Well my Brunton Echo Zoom Monocular arrived after sunset too so I'll have to wait until tomorrow to really test it. This monocular really looks and feels solid. No rattles or blemishes and the focus and zoom rings rotate smoothly with about the right amount of resistance. No sign of poor quality control. The case is a typical cheapie that you'd expect to get, however the monocular fits snugly inside and gets decently protected. Also included is a little lens cleaning cloth and a lanyard that cleverly fits through the zoom tab that protrudes out a little from the tube. Also protruding from the center of the tube is a round dial looking cap that unscrews to reveal a threaded attachment for a tripod. No instructions were included, but something this simple to operate doesn't need any. You get a cap that covers the eyepiece but not the objective lens. Unlike the fixed power Brunton Echo, this zoom model has a raised eye relief that can be folded down for eyeglass wearers. I plan on going out tomorrow to compare the performance of the three monoculars pictured below. I'm also waiting for a mini tripod I ordered off eBay to arrive so I can test the 30x magnification.
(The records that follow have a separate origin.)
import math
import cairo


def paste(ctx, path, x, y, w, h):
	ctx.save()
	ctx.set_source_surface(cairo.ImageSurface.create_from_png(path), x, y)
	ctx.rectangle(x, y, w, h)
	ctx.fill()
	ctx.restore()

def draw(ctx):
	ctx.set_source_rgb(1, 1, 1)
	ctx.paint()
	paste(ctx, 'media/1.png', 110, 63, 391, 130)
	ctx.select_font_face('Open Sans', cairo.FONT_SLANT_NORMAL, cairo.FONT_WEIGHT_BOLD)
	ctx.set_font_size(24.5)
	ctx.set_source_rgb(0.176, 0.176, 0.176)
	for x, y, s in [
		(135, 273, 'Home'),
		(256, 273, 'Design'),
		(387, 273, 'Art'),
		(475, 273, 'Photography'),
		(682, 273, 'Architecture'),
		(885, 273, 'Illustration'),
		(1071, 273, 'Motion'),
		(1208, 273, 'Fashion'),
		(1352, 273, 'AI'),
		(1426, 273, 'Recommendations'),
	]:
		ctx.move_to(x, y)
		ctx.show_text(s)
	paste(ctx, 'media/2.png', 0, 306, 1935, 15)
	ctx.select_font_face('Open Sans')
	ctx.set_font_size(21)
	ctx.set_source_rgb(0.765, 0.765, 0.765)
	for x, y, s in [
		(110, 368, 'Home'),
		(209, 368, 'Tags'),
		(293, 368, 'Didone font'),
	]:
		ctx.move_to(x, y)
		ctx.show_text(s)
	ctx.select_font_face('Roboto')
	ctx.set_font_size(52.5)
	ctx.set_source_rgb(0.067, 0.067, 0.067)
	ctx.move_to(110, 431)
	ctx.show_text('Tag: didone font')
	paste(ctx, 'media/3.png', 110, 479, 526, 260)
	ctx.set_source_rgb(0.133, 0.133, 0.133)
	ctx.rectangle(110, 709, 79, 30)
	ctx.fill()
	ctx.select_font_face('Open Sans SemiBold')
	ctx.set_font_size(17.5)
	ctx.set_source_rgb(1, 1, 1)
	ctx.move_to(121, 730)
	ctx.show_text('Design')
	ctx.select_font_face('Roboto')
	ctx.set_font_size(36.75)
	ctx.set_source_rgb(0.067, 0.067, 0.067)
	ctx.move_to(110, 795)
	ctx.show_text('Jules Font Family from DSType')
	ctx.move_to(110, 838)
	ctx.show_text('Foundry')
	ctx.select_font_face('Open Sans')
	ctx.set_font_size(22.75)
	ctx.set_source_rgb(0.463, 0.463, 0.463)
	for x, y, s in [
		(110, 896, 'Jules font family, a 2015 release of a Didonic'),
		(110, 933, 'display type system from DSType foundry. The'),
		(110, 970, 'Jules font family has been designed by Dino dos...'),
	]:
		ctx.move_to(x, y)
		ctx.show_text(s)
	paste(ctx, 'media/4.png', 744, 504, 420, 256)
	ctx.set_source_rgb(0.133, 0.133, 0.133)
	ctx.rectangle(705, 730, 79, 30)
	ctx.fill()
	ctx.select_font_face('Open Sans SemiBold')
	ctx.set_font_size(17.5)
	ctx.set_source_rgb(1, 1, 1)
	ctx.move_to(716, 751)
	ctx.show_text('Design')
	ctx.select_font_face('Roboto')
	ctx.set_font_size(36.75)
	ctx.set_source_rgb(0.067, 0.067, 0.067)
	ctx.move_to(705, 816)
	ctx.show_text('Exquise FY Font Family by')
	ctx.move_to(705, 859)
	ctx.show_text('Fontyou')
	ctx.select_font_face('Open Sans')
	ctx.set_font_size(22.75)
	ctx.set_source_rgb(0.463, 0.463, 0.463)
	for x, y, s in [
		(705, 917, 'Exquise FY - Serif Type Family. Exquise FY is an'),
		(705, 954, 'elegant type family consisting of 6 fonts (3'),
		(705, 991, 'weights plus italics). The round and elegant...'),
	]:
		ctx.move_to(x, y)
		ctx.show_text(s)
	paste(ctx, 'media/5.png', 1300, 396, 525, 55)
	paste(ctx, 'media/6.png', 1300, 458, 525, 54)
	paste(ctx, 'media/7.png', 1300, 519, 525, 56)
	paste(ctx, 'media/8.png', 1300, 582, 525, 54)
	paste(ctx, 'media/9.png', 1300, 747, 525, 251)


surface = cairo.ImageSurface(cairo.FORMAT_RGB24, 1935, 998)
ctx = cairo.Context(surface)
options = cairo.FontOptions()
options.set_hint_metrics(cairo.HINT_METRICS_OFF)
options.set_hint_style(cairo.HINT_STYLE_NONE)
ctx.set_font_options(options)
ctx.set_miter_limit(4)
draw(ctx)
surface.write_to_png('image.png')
Here is a group shot showing a Mystery 7-14x25 on the left, the Brunton Echo Zoom 10-30x21 in the middle (facing skyward by mistake), and the Brunton Echo 7x18 on the right. Picture quality is as good as it gets with my camera phone.
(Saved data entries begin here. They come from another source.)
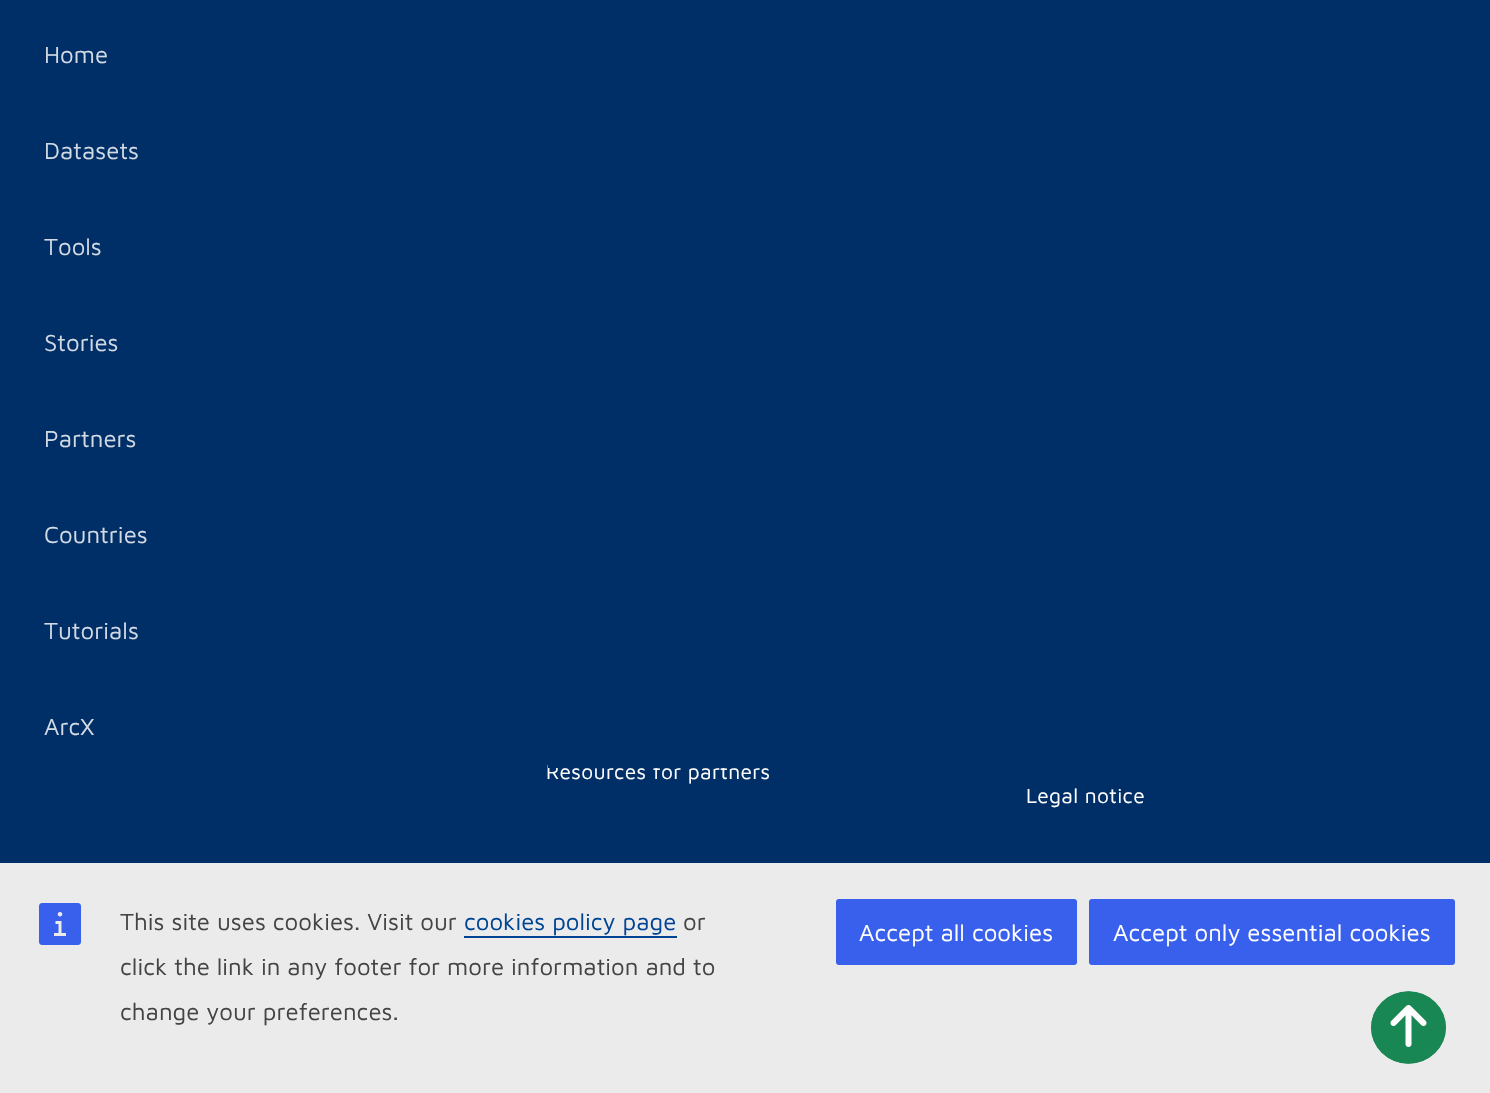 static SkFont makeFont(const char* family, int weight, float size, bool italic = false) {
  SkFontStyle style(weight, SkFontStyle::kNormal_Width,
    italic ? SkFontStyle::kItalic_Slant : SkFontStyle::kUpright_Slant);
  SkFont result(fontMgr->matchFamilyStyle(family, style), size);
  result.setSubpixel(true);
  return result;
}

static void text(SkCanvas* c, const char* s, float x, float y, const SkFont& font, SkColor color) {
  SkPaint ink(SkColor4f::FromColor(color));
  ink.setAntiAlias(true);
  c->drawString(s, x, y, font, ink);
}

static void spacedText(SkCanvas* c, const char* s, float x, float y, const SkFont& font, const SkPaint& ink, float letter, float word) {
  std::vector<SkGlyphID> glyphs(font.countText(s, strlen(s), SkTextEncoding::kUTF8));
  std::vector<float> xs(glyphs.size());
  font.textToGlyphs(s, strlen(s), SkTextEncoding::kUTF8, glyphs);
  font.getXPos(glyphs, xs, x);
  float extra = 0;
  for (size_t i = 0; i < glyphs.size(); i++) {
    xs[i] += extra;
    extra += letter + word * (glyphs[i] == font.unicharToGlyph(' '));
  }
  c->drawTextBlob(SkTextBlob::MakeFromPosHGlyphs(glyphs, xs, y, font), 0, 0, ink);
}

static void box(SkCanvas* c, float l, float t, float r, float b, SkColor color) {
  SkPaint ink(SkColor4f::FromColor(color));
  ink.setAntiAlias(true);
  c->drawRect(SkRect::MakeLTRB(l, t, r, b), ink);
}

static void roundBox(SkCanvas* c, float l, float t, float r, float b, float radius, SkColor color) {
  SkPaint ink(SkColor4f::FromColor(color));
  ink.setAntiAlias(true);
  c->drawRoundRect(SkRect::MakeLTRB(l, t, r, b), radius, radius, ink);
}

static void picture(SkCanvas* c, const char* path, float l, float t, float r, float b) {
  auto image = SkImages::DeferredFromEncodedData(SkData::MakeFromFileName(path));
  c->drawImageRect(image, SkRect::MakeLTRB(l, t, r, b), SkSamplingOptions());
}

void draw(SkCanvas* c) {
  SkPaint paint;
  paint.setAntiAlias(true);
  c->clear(0xff002f67);
  SkFont face1 = makeFont("Maven Pro", 400, 21);
  paint.setColor(0xffffffff);
  spacedText(c, "Resources for partners", 546, 779, face1, paint, 0.3f, 0);
  box(c, 548, 764, 725, 768, 0xff002f67);
  SkFont face2 = makeFont("Maven Pro", 400, 24);
  text(c, "Home", 44, 63, face2, 0xffd2dae4);
  text(c, "Datasets", 44, 159, face2, 0xffd2dae4);
  text(c, "Tools", 44, 255, face2, 0xffd2dae4);
  text(c, "Stories", 44, 351, face2, 0xffd2dae4);
  text(c, "Partners", 44, 447, face2, 0xffd2dae4);
  text(c, "Countries", 44, 543, face2, 0xffd2dae4);
  text(c, "Tutorials", 44, 639, face2, 0xffd2dae4);
  text(c, "ArcX", 44, 735, face2, 0xffd2dae4);
  spacedText(c, "Legal notice", 1026, 803, face1, paint, 0.3f, 0);
  box(c, 0, 863, 1490, 1093, 0xffebebeb);
  picture(c, "img_01.png", 39, 903, 81, 945);
  text(c, "This site uses cookies. Visit our", 120, 930, face2, 0xff444444);
  text(c, "cookies policy page", 464, 930, face2, 0xff004494);
  box(c, 464, 936, 677, 938, 0xff004494);
  text(c, "or", 683, 930, face2, 0xff444444);
  text(c, "click the link in any footer for more information and to", 120, 975, face2, 0xff444444);
  text(c, "change your preferences.", 120, 1020, face2, 0xff444444);
  roundBox(c, 836, 899, 1077, 965, 3, 0xff3860ed);
  text(c, "Accept all cookies", 859, 941, face2, 0xffffffff);
  roundBox(c, 1089, 899, 1455, 965, 3, 0xff3860ed);
  text(c, "Accept only essential cookies", 1113, 941, face2, 0xffffffff);
  paint.setColor(0xff198754);
  c->drawOval(SkRect::MakeLTRB(1371, 991.5f, 1446, 1063.5f), paint);
  paint.setStyle(SkPaint::kStroke_Style);
  paint.setStrokeWidth(1.5f);
  c->drawPath(SkPathBuilder().moveTo(1408.5f, 992).cubicTo(1429, 992, 1445, 1008, 1445, 1027.5f).cubicTo(1445, 1047, 1429, 1063, 1408.5f, 1063).cubicTo(1388, 1063, 1372, 1047, 1372, 1027.5f).cubicTo(1372, 1008, 1388, 992, 1408.5f, 992).close().detach(), paint);
  picture(c, "img_02.png", 1390, 1005, 1427, 1047);
}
Looking at the objective lens (monoculars in same order):








Looking at the eyepieces (monoculars in same order):







So far so good! I'll post again after I get a chance to go outside.


----------



## Flying Turtle (Feb 4, 2009)

Glad you got a good Echo, too, LowBat. Thanks for your mini-review. I'm looking for something to use as a cap for the objective lens. That'll make me feel better about tossing it in a pocket or my belt pack. Just dug out an old mini-tripod and took a quick pic.
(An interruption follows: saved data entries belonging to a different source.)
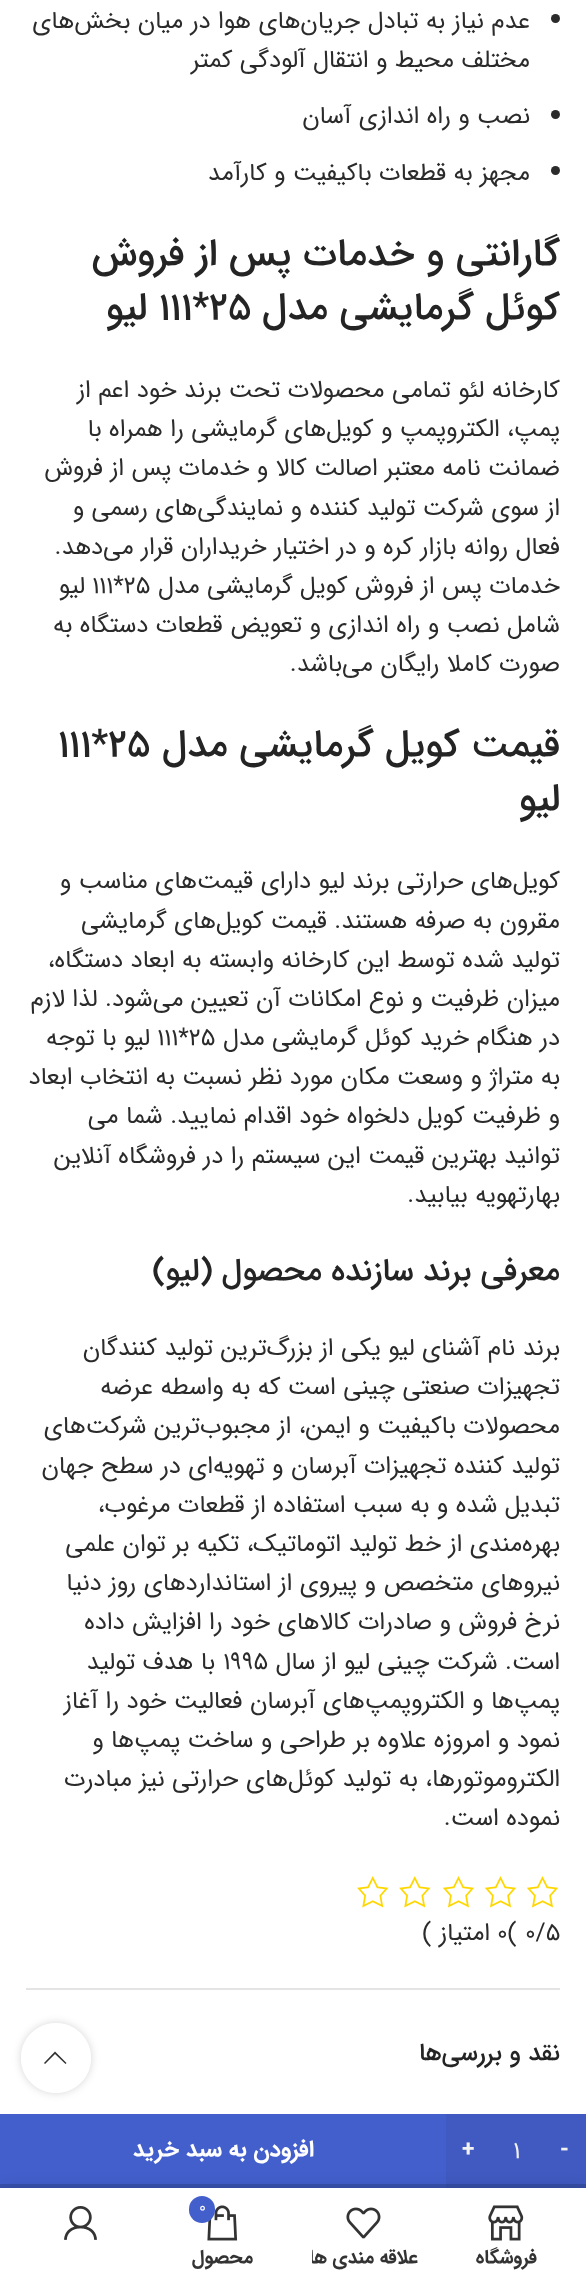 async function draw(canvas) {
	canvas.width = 586;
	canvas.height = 2283;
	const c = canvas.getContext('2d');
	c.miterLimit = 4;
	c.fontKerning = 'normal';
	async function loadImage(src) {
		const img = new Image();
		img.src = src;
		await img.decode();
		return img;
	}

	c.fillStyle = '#fff';
	c.fillRect(0, 0, 586, 2283);
	c.fillStyle = '#e4e4e4';
	c.fillRect(26, 1988, 534, 2);
	c.fillStyle = '#2b2b2b';
	c.beginPath();
	c.arc(555.5, 18.5, 4.5, 0, 2 * Math.PI);
	c.fill();
	c.direction = 'rtl';
	c.font = '24.5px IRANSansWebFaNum';
	c.fillText('عدم نیاز به تبادل جریان‌های هوا در میان بخش‌های', 530, 28);
	c.fillText('مختلف محیط و انتقال آلودگی کمتر', 530, 67);
	c.beginPath();
	c.arc(555.5, 114.5, 4.5, 0, 2 * Math.PI);
	c.fill();
	c.fillText('نصب و راه اندازی آسان', 530, 123);
	c.beginPath();
	c.arc(555.5, 170.5, 4.5, 0, 2 * Math.PI);
	c.fill();
	c.fillText('مجهز به قطعات باکیفیت و کارآمد', 530, 180);
	c.font = '500 38.5px IRANSansWebFaNum';
	c.fillStyle = '#242424';
	c.fillText('گارانتی و خدمات پس از فروش', 560, 265);
	c.fillText('کوئل گرمایشی مدل', 560, 319);
	c.direction = 'ltr';
	c.fillText('111*25', 159, 319);
	c.direction = 'rtl';
	c.fillText('لیو', 147, 319);
	c.font = '24.5px IRANSansWebFaNum';
	c.fillStyle = '#2b2b2b';
	for (const [text, x, y] of [
		['کارخانه لئو تمامی محصولات تحت برند خود اعم از', 560, 397],
		['پمپ، الکتروپمپ و کویل‌های گرمایشی را همراه با', 560, 436],
		['ضمانت نامه معتبر اصالت کالا و خدمات پس از فروش', 560, 475],
		['از سوی شرکت تولید کننده و نمایندگی‌های رسمی و', 560, 515],
		['فعال روانه بازار کره و در اختیار خریداران قرار می‌دهد.', 560, 554],
		['خدمات پس از فروش کویل گرمایشی مدل', 560, 593],
	]) {
		c.fillText(text, x, y);
	}
	c.direction = 'ltr';
	c.fillText('111*25', 92, 593);
	c.direction = 'rtl';
	for (const [text, x, y] of [
		['لیو', 85, 593],
		['شامل نصب و راه اندازی و تعویض قطعات دستگاه به', 560, 632],
		['صورت کاملا رایگان می‌باشد.', 560, 671],
	]) {
		c.fillText(text, x, y);
	}
	c.font = '500 38.5px IRANSansWebFaNum';
	c.fillStyle = '#242424';
	c.fillText('قیمت کویل گرمایشی مدل', 560, 756);
	c.direction = 'ltr';
	c.fillText('111*25', 58, 756);
	c.direction = 'rtl';
	c.fillText('لیو', 560, 810);
	c.font = '24.5px IRANSansWebFaNum';
	c.fillStyle = '#2b2b2b';
	for (const [text, x, y] of [
		['کویل‌های حرارتی برند لیو دارای قیمت‌های مناسب و', 560, 888],
		['مقرون به صرفه هستند. قیمت کویل‌های گرمایشی', 560, 928],
		['تولید شده توسط این کارخانه وابسته به ابعاد دستگاه،', 560, 967],
		['میزان ظرفیت و نوع امکانات آن تعیین می‌شود. لذا لازم', 560, 1006],
		['در هنگام خرید کوئل گرمایشی مدل', 560, 1045],
	]) {
		c.fillText(text, x, y);
	}
	c.direction = 'ltr';
	c.fillText('111*25', 157, 1045);
	c.direction = 'rtl';
	for (const [text, x, y] of [
		['لیو با توجه', 150, 1045],
		['به متراژ و وسعت مکان مورد نظر نسبت به انتخاب ابعاد', 560, 1084],
		['و ظرفیت کویل دلخواه خود اقدام نمایید. شما می', 560, 1123],
		['توانید بهترین قیمت این سیستم را در فروشگاه آنلاین', 560, 1163],
		['بهارتهویه بیابید.', 560, 1202],
	]) {
		c.fillText(text, x, y);
	}
	c.font = '500 31.5px IRANSansWebFaNum';
	c.fillStyle = '#242424';
	c.fillText('معرفی برند سازنده محصول (لیو)', 560, 1280);
	c.font = '24.5px IRANSansWebFaNum';
	c.fillStyle = '#2b2b2b';
	for (const [text, x, y] of [
		['برند نام آشنای لیو یکی از بزرگ‌ترین تولید کنندگان', 560, 1355],
		['تجهیزات صنعتی چینی است که به واسطه عرضه', 560, 1394],
		['محصولات باکیفیت و ایمن، از مجبوب‌ترین شرکت‌های', 560, 1433],
		['تولید کننده تجهیزات آبرسان و تهویه‌ای در سطح جهان', 560, 1473],
		['تبدیل شده و به سبب استفاده از قطعات مرغوب،', 560, 1512],
		['بهره‌مندی از خط تولید اتوماتیک، تکیه بر توان علمی', 560, 1551],
		['نیروهای متخصص و پیروی از استانداردهای روز دنیا', 560, 1590],
		['نرخ فروش و صادرات کالاهای خود را افزایش داده', 560, 1629],
		['است. شرکت چینی لیو از سال', 560, 1669],
	]) {
		c.fillText(text, x, y);
	}
	c.direction = 'ltr';
	c.fillText('۱۹۹۵', 223, 1669);
	c.direction = 'rtl';
	for (const [text, x, y] of [
		['با هدف تولید', 215, 1669],
		['پمپ‌ها و الکتروپمپ‌های آبرسان فعالیت خود را آغاز', 560, 1708],
		['نمود و امروزه علاوه بر طراحی و ساخت پمپ‌ها و', 560, 1747],
		['الکتروموتورها، به تولید کوئل‌های حرارتی نیز مبادرت', 560, 1786],
		['نموده است.', 560, 1825],
	]) {
		c.fillText(text, x, y);
	}
	c.drawImage(await loadImage('img1.png'), 526, 1876, 33, 32);
	c.drawImage(await loadImage('img1.png'), 484, 1876, 33, 32);
	c.drawImage(await loadImage('img1.png'), 442, 1876, 33, 32);
	c.drawImage(await loadImage('img2.png'), 399, 1876, 32, 32);
	c.drawImage(await loadImage('img2.png'), 357, 1876, 32, 32);
	c.direction = 'ltr';
	c.fillText('0/5', 525, 1940);
	c.fillText('0(', 497, 1940);
	c.direction = 'rtl';
	c.fillText('امتیاز )', 490, 1940);
	c.font = '500 24.5px IRANSansWebFaNum';
	c.fillStyle = '#242424';
	c.fillText('نقد و بررسی‌ها', 560, 2060);
	c.save();
	c.beginPath();
	c.moveTo(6, 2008);
	c.lineTo(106, 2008);
	c.lineTo(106, 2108);
	c.lineTo(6, 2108);
	c.closePath();
	c.moveTo(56, 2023);
	c.bezierCurveTo(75.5, 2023, 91, 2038.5, 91, 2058);
	c.bezierCurveTo(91, 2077.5, 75.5, 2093, 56, 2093);
	c.bezierCurveTo(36.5, 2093, 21, 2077.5, 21, 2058);
	c.bezierCurveTo(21, 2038.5, 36.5, 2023, 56, 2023);
	c.closePath();
	c.clip('evenodd');
	c.fillStyle = '#0000002b';
	c.filter = 'blur(4.5px)';
	c.beginPath();
	c.roundRect(21, 2023, 70, 70, 35);
	c.fill();
	c.filter = 'none';
	c.restore();
	c.fillStyle = '#ffffffe6';
	c.beginPath();
	c.arc(56, 2058, 35, 0, 2 * Math.PI);
	c.fill();
	c.fillStyle = '#333';
	c.beginPath();
	c.moveTo(65.5, 2064);
	c.lineTo(66.5, 2063);
	c.lineTo(55, 2051.5);
	c.lineTo(44, 2063);
	c.lineTo(45, 2064);
	c.lineTo(55, 2054);
	c.closePath();
	c.fill();
	c.fillStyle = '#405ac1';
	c.fillRect(446, 2114, 140, 70);
	c.direction = 'ltr';
	c.font = 'bold 22.75px IRANSansWebFaNum';
	c.fillStyle = '#f2f2f2';
	c.fillText('-', 560, 2156);
	c.fillStyle = '#364da4';
	c.fillRect(446, 2184, 140, 4);
	c.font = '24.5px IRANSansWebFaNum';
	c.fillStyle = '#f2f2f2';
	c.fillText('1', 513, 2158);
	c.font = 'bold 22.75px IRANSansWebFaNum';
	c.fillText('+', 462, 2156);
	c.fillStyle = '#435fcb';
	c.fillRect(0, 2114, 446, 70);
	c.fillStyle = '#3951ad';
	c.fillRect(0, 2184, 446, 4);
	c.direction = 'rtl';
	c.fillStyle = '#fff';
	c.fillText('افزودن به سبد خرید', 314, 2156);
	c.fillStyle = '#0000001f';
	c.filter = 'blur(8px)';
	c.beginPath();
	c.rect(0, 2188, 586, 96);
	c.fill();
	c.filter = 'none';
	c.fillStyle = '#fff';
	c.fillRect(0, 2188, 586, 95);
	c.drawImage(await loadImage('img3.png'), 488, 2205, 36, 36);
	c.font = 'bold 19.25px IRANSansWebFaNum';
	c.fillStyle = '#333';
	c.fillText('فروشگاه', 537, 2263);
	c.drawImage(await loadImage('img4.png'), 346, 2207, 35, 32);
	c.save();
	c.beginPath();
	c.rect(312, 2247, 106, 23);
	c.clip();
	c.fillText('علاقه مندی ها', 418, 2263);
	c.restore();
	c.drawImage(await loadImage('img5.png'), 207, 2205, 31, 36);
	c.fillStyle = '#435fcb';
	c.beginPath();
	c.roundRect(189, 2196, 26, 27, 13);
	c.fill();
	c.direction = 'ltr';
	c.font = '16px IRANSansWebFaNum';
	c.fillStyle = '#fff';
	c.fillText('0', 199, 2212);
	c.direction = 'rtl';
	c.font = 'bold 19.25px IRANSansWebFaNum';
	c.fillStyle = '#333';
	c.fillText('محصول', 253, 2263);
	c.drawImage(await loadImage('img6.png'), 64, 2206, 33, 34);
}

draw(document.querySelector('canvas'));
Hope yours passes its daylight test.

Geoff


----------



## Minjin (Feb 7, 2009)

I believe the standard is the Zeiss MiniQuick...


----------



## LowBat (Feb 7, 2009)

Minjin said:


> I believe the standard is the Zeiss MiniQuick...


Doing a quick search I only see a 5x10 model. Do they make one with more magnification?


----------



## Coop (Feb 9, 2009)

I still very much want a Minox Macroscope... 

http://www.optical-systems.com/minox-macroscope-ms-8x25s-monocular-p-2950.html?language=gb


----------



## BVH (Feb 9, 2009)

I wonder why Patriot36 hasn't been here - the optics connoisseur that he is.


----------



## LowBat (Feb 11, 2009)

I've finally had a chance to go out in the daylight and see how the Brunton Echo 10-30x21 Zoom performs. First off I'd say the 30x claim is probably accurate. I'm really impressed such a short monocular can magnify so much. As with most anything there is a trade off. The price of higher magnification comes with a narrower field of view. Not just narrower at 30x, but also narrow down to 10x. I fully expected this and for me this isn't really a problem. If I'm trying to see something far away I really don't need to see everything around it. However the advantage of a wider field of view is being able to quickly find your subject without having to scan back and forth so much.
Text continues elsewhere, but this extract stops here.